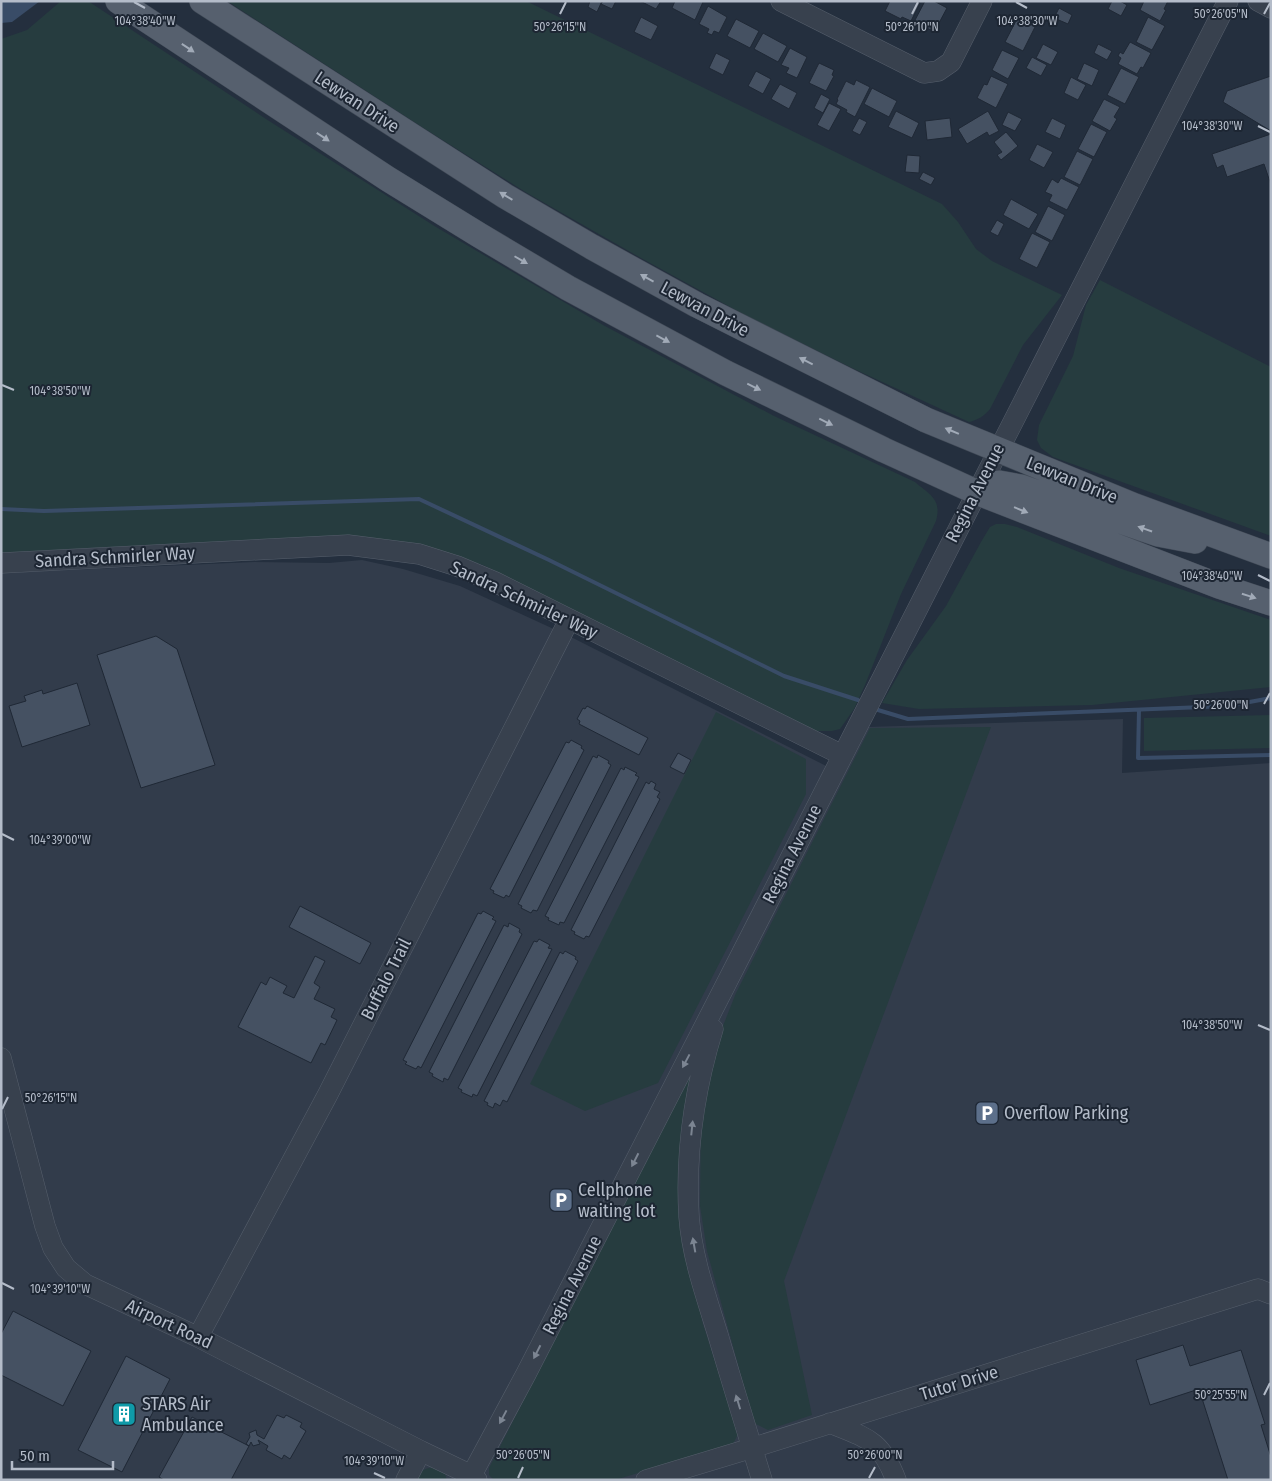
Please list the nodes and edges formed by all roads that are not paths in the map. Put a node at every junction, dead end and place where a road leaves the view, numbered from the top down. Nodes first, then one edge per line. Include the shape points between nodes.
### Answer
1 (118, 1) edge
2 (202, 1) edge
3 (781, 1) edge
4 (982, 1) edge
5 (1228, 1) edge
6 (1258, 1) edge
7 (1271, 8) edge
8 (997, 451) junction
9 (976, 492) junction
10 (1244, 547) junction
11 (1271, 556) edge
12 (1, 563) edge
13 (1271, 603) edge
14 (569, 620) junction
15 (842, 756) junction
16 (725, 986) junction
17 (1, 1058) edge
18 (1271, 1294) edge
19 (198, 1337) junction
20 (830, 1423) junction
21 (752, 1448) junction
22 (420, 1451) junction
23 (473, 1478) edge
24 (406, 1480) edge
25 (646, 1480) edge
26 (762, 1480) edge
27 (896, 1480) edge

1 -> 9 main road via 388,180 568,288 726,373
8 -> 2 main road, Lewvan Drive via 841,379 592,247 446,159
3 - 4 street via 924,73 938,71 950,62
5 - 8 street, Regina Avenue
6 - 7 street
8 - 9 street, Regina Avenue
8 - 10 main road, Lewvan Drive
10 -> 9 main road, Lewvan Drive via 1158,534 1021,486 998,483
9 -> 13 main road via 1218,586
9 - 15 street, Regina Avenue
10 - 11 main road, Lewvan Drive
12 - 14 street, Sandra Schmirler Way via 348,545 419,554 457,566
14 - 15 street, Sandra Schmirler Way
14 - 19 street, Buffalo Trail via 328,1094
15 - 16 street, Regina Avenue
21 -> 16 street, Regina Avenue via 702,1284 689,1218 688,1176 695,1098
16 -> 23 street, Regina Avenue
17 - 19 street, Airport Road via 45,1226 52,1248 66,1268 85,1284
18 - 20 street, Tutor Drive via 1258,1289
19 - 22 street, Airport Road
20 - 21 street, Tutor Drive
20 - 27 street via 877,1446 887,1458
21 - 25 street, Tutor Drive
21 - 26 street, Regina Avenue
22 - 23 street, Airport Road
22 - 24 street

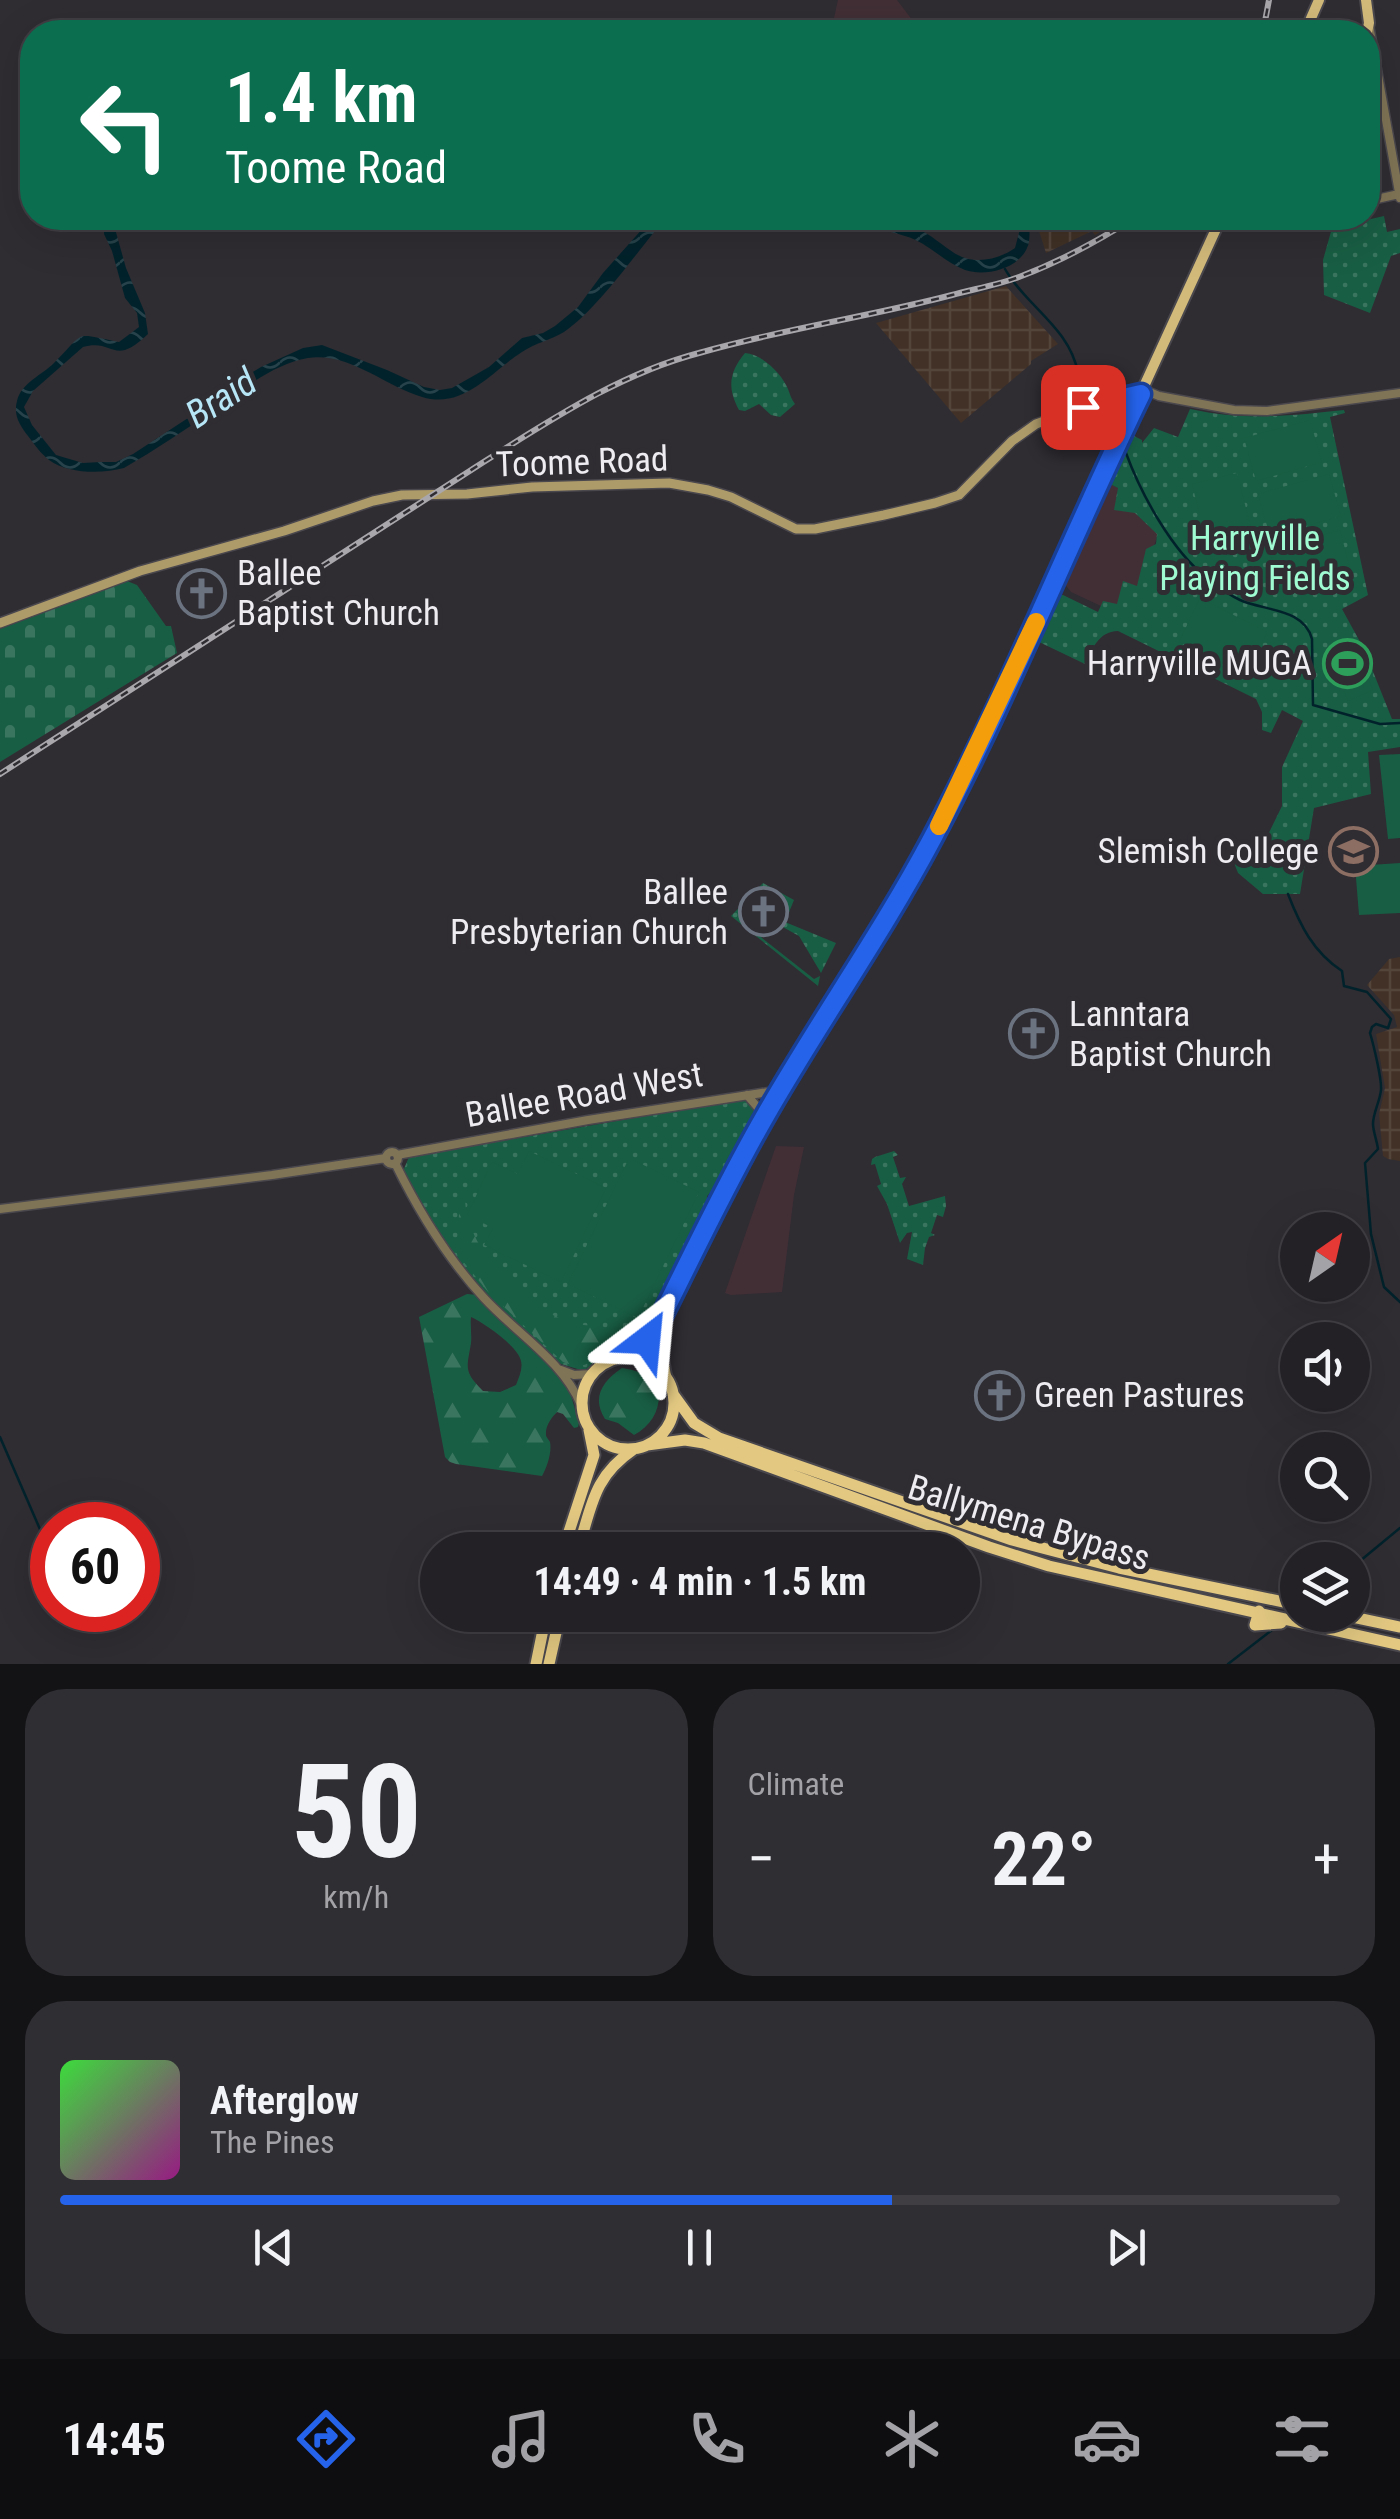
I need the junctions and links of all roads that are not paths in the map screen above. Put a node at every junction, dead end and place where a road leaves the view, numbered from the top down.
1 (1380, 91) edge
2 (1400, 196) edge
3 (1215, 230) edge
4 (1400, 392) edge
5 (1151, 394) junction
6 (0, 624) edge
7 (780, 1090) junction
8 (748, 1095) junction
9 (765, 1116) junction
10 (393, 1159) junction
11 (0, 1209) edge
12 (663, 1314) junction
13 (618, 1358) junction
14 (561, 1370) junction
15 (592, 1374) junction
16 (666, 1376) junction
17 (674, 1394) junction
18 (581, 1405) junction
19 (589, 1429) junction
20 (641, 1447) junction
21 (774, 1468) junction
22 (795, 1483) dead end
23 (569, 1532) edge
24 (584, 1532) edge
25 (1246, 1595) junction
26 (1280, 1602) edge
27 (1257, 1620) junction
28 (1370, 1620) edge
29 (1400, 1626) edge
30 (543, 1632) edge
31 (557, 1632) edge
32 (1400, 1645) edge
33 (536, 1664) edge
34 (550, 1664) edge

1 - 2 street
3 - 5 main road
4 - 5 street
5 - 6 main road, Toome Road
5 - 7 main road
7 - 8 street, Ballee Road West
7 - 9 main road
8 - 9 street
8 - 10 street, Ballee Road West
9 - 12 main road
10 - 11 street, Ballee Road West
10 - 14 street
12 - 13 main road
12 - 16 main road
13 - 15 highway
13 - 16 highway
14 - 15 street
14 - 18 street
15 - 18 highway
16 - 17 highway
17 - 20 highway
17 - 25 highway, Ballymena Bypass
18 - 19 highway
19 - 20 highway
19 - 23 highway
20 - 21 highway, Ballymena Bypass
20 - 24 highway
21 - 22 highway
21 - 27 highway, Ballymena Bypass
25 - 26 highway, Ballymena Bypass
25 - 27 highway
27 - 32 highway, Ballymena Bypass
28 - 29 highway
30 - 33 highway
31 - 34 highway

* * *

What is expected: The reply must consist of the records, repeated exactly, minus any images.

Solution to the exercise:
Please list the nodes and edges formed by all roads that are not paths in the map. Put a node at every junction, dead end and place where a road leaves the view, numbered from the top down. Nodes first, then one edge per line. Include the shape points between nodes.
### Answer
1 (118, 1) edge
2 (202, 1) edge
3 (781, 1) edge
4 (982, 1) edge
5 (1228, 1) edge
6 (1258, 1) edge
7 (1271, 8) edge
8 (997, 451) junction
9 (976, 492) junction
10 (1244, 547) junction
11 (1271, 556) edge
12 (1, 563) edge
13 (1271, 603) edge
14 (569, 620) junction
15 (842, 756) junction
16 (725, 986) junction
17 (1, 1058) edge
18 (1271, 1294) edge
19 (198, 1337) junction
20 (830, 1423) junction
21 (752, 1448) junction
22 (420, 1451) junction
23 (473, 1478) edge
24 (406, 1480) edge
25 (646, 1480) edge
26 (762, 1480) edge
27 (896, 1480) edge

1 -> 9 main road via 388,180 568,288 726,373
8 -> 2 main road, Lewvan Drive via 841,379 592,247 446,159
3 - 4 street via 924,73 938,71 950,62
5 - 8 street, Regina Avenue
6 - 7 street
8 - 9 street, Regina Avenue
8 - 10 main road, Lewvan Drive
10 -> 9 main road, Lewvan Drive via 1158,534 1021,486 998,483
9 -> 13 main road via 1218,586
9 - 15 street, Regina Avenue
10 - 11 main road, Lewvan Drive
12 - 14 street, Sandra Schmirler Way via 348,545 419,554 457,566
14 - 15 street, Sandra Schmirler Way
14 - 19 street, Buffalo Trail via 328,1094
15 - 16 street, Regina Avenue
21 -> 16 street, Regina Avenue via 702,1284 689,1218 688,1176 695,1098
16 -> 23 street, Regina Avenue
17 - 19 street, Airport Road via 45,1226 52,1248 66,1268 85,1284
18 - 20 street, Tutor Drive via 1258,1289
19 - 22 street, Airport Road
20 - 21 street, Tutor Drive
20 - 27 street via 877,1446 887,1458
21 - 25 street, Tutor Drive
21 - 26 street, Regina Avenue
22 - 23 street, Airport Road
22 - 24 street

I need the junctions and links of all roads that are not paths in the map screen above. Put a node at every junction, dead end and place where a road leaves the view, numbered from the top down.
1 (1380, 91) edge
2 (1400, 196) edge
3 (1215, 230) edge
4 (1400, 392) edge
5 (1151, 394) junction
6 (0, 624) edge
7 (780, 1090) junction
8 (748, 1095) junction
9 (765, 1116) junction
10 (393, 1159) junction
11 (0, 1209) edge
12 (663, 1314) junction
13 (618, 1358) junction
14 (561, 1370) junction
15 (592, 1374) junction
16 (666, 1376) junction
17 (674, 1394) junction
18 (581, 1405) junction
19 (589, 1429) junction
20 (641, 1447) junction
21 (774, 1468) junction
22 (795, 1483) dead end
23 (569, 1532) edge
24 (584, 1532) edge
25 (1246, 1595) junction
26 (1280, 1602) edge
27 (1257, 1620) junction
28 (1370, 1620) edge
29 (1400, 1626) edge
30 (543, 1632) edge
31 (557, 1632) edge
32 (1400, 1645) edge
33 (536, 1664) edge
34 (550, 1664) edge

1 - 2 street
3 - 5 main road
4 - 5 street
5 - 6 main road, Toome Road
5 - 7 main road
7 - 8 street, Ballee Road West
7 - 9 main road
8 - 9 street
8 - 10 street, Ballee Road West
9 - 12 main road
10 - 11 street, Ballee Road West
10 - 14 street
12 - 13 main road
12 - 16 main road
13 - 15 highway
13 - 16 highway
14 - 15 street
14 - 18 street
15 - 18 highway
16 - 17 highway
17 - 20 highway
17 - 25 highway, Ballymena Bypass
18 - 19 highway
19 - 20 highway
19 - 23 highway
20 - 21 highway, Ballymena Bypass
20 - 24 highway
21 - 22 highway
21 - 27 highway, Ballymena Bypass
25 - 26 highway, Ballymena Bypass
25 - 27 highway
27 - 32 highway, Ballymena Bypass
28 - 29 highway
30 - 33 highway
31 - 34 highway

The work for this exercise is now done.